◆ Task:
Please copy every line of the data in which the string "connectivity" appears.

◆ Provided entries:
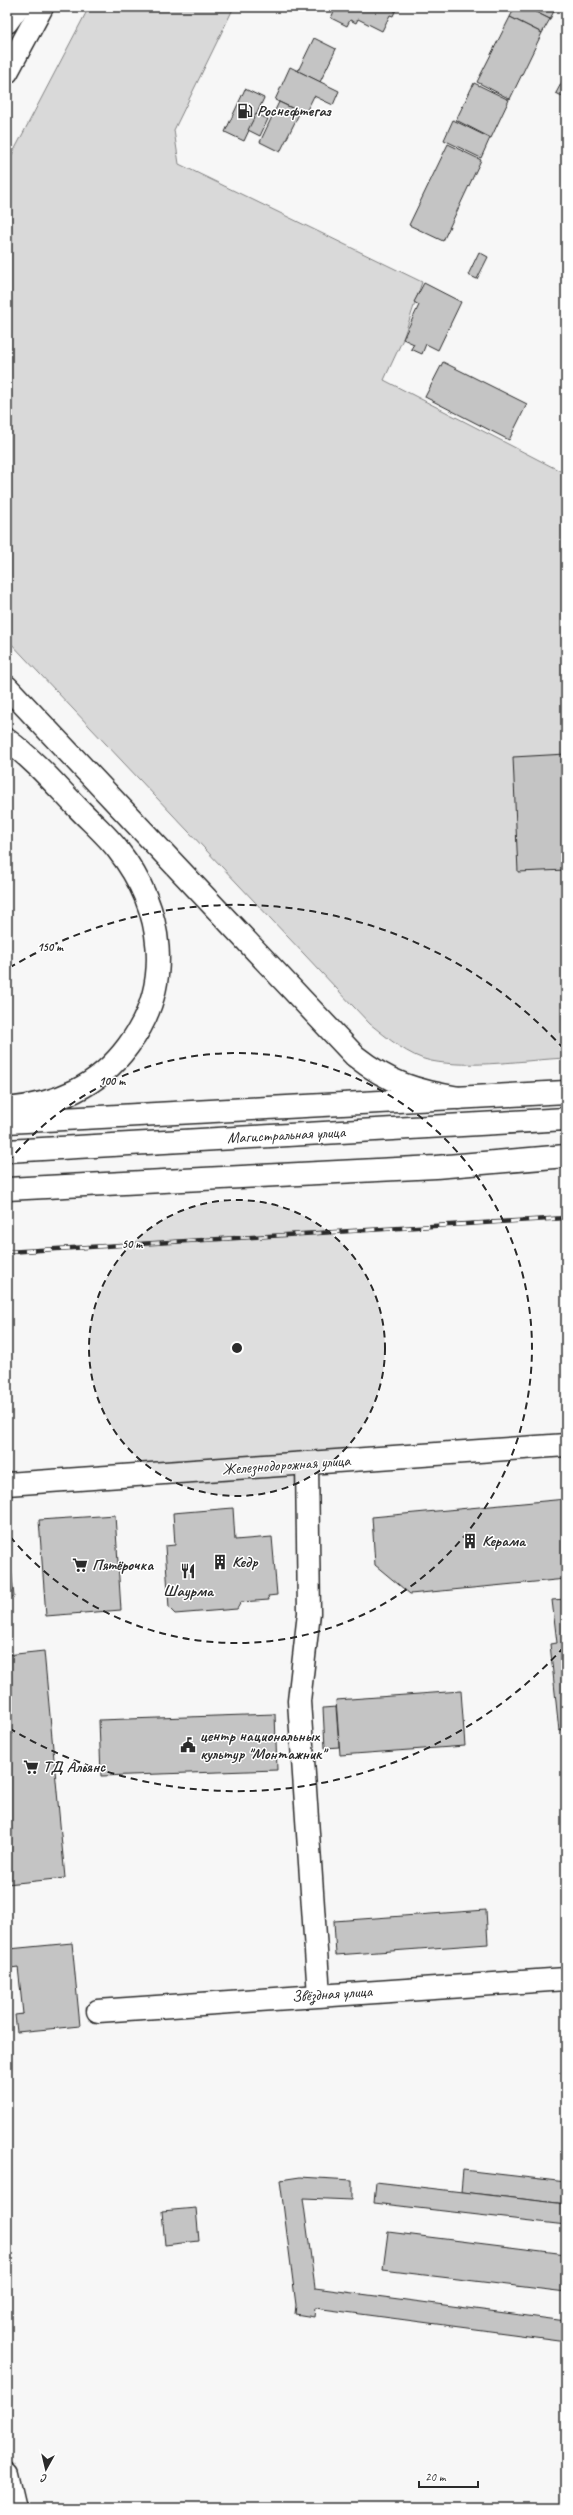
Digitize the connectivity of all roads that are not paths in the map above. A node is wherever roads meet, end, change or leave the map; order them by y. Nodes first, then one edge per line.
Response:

* * *

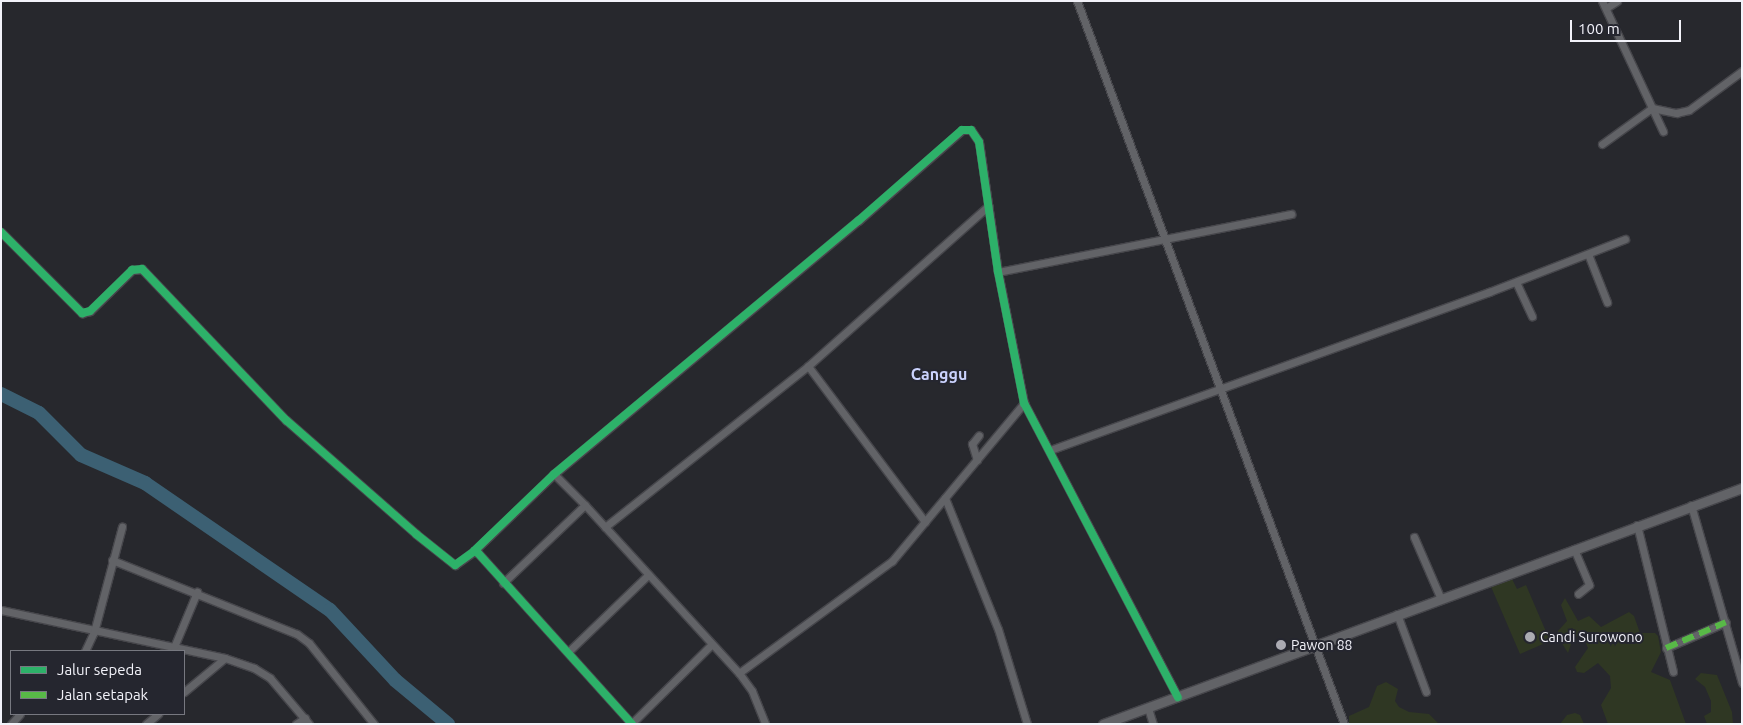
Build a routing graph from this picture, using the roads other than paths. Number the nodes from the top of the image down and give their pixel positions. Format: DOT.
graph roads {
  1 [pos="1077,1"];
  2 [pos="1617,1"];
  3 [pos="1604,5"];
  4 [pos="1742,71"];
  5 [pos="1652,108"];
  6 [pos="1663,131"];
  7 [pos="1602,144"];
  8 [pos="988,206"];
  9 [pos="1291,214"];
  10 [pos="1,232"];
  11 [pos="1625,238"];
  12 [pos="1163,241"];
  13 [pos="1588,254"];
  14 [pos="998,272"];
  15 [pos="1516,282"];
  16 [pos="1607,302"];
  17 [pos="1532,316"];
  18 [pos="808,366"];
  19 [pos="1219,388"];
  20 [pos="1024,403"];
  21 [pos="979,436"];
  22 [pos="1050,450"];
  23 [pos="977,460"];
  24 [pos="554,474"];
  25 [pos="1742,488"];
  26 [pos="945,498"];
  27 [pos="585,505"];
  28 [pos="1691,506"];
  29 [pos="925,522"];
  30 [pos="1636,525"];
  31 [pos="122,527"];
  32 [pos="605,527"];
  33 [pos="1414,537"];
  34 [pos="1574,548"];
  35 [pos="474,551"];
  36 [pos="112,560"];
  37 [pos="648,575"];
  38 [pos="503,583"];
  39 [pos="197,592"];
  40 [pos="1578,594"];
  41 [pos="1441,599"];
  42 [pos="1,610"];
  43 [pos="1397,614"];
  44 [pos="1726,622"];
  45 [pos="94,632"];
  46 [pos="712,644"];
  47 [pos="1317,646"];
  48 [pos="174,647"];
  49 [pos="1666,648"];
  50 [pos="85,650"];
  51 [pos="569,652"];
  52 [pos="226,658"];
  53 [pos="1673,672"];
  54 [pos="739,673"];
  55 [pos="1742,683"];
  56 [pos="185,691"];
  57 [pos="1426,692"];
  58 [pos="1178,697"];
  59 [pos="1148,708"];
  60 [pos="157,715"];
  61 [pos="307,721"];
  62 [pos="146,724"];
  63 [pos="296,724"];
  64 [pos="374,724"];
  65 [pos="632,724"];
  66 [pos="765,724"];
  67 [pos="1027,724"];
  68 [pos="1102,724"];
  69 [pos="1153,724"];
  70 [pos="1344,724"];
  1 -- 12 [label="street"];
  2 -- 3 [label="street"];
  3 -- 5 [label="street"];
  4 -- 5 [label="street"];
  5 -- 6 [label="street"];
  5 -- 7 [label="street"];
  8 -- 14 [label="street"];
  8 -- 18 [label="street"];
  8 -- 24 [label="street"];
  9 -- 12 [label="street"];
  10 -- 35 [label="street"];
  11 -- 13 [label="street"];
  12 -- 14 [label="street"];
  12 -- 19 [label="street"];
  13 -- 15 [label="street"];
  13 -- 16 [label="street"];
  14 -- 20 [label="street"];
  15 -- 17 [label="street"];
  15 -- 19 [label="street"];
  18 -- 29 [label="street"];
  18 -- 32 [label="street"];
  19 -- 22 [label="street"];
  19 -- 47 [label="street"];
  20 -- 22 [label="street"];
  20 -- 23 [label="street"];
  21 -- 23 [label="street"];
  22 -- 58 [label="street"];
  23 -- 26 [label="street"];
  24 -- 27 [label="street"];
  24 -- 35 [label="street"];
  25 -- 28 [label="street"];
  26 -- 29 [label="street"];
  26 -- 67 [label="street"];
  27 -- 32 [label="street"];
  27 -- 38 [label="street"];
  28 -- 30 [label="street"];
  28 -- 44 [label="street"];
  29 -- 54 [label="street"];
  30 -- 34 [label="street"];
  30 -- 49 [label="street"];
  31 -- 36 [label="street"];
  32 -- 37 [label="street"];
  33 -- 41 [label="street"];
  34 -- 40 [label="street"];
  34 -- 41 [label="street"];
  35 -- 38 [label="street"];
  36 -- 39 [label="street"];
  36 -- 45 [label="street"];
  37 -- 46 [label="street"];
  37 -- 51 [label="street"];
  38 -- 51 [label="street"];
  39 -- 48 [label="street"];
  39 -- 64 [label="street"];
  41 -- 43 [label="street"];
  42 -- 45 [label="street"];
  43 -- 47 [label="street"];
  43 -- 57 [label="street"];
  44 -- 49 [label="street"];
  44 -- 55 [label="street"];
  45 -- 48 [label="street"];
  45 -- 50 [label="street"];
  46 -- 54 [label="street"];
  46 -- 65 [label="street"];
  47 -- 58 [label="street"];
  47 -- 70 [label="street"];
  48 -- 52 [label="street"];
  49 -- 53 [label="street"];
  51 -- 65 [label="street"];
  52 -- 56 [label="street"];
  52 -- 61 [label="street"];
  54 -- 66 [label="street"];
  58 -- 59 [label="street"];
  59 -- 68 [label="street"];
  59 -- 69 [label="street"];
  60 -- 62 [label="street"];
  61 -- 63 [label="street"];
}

---

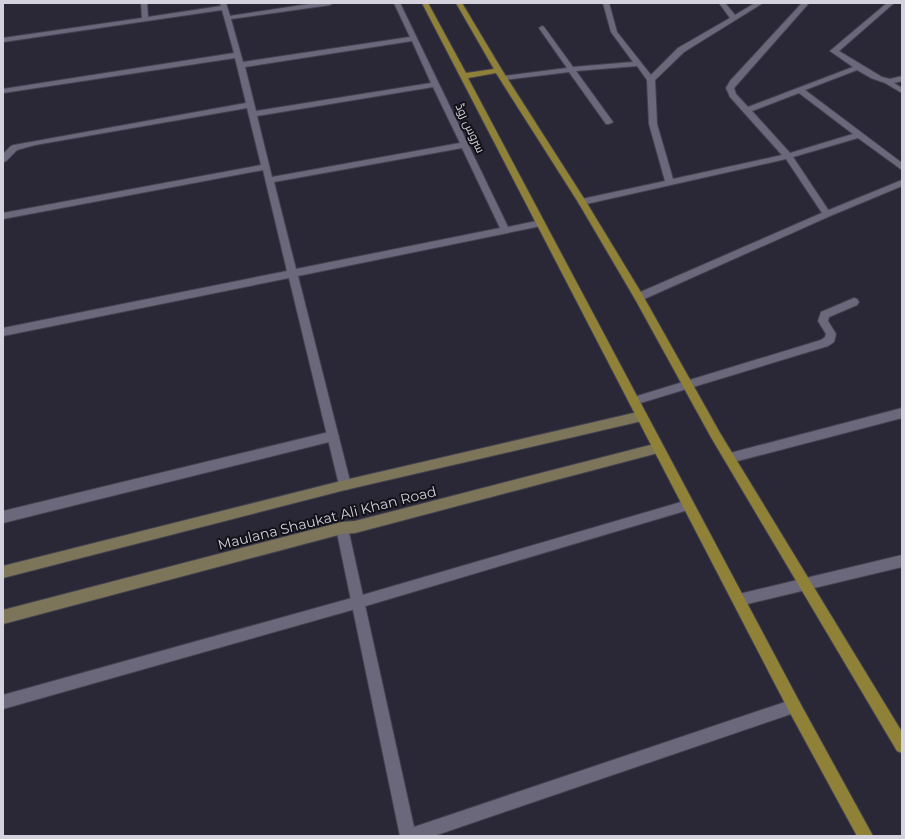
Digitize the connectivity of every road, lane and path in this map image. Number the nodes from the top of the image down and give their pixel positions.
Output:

◆ Finished task:
Digitize the connectivity of all roads that are not paths in the map above. A node is wherever roads meet, end, change or leave the map; order them by y. Nodes first, then one edge per line.
Digitize the connectivity of every road, lane and path in this map image. Number the nodes from the top of the image down and give their pixel positions.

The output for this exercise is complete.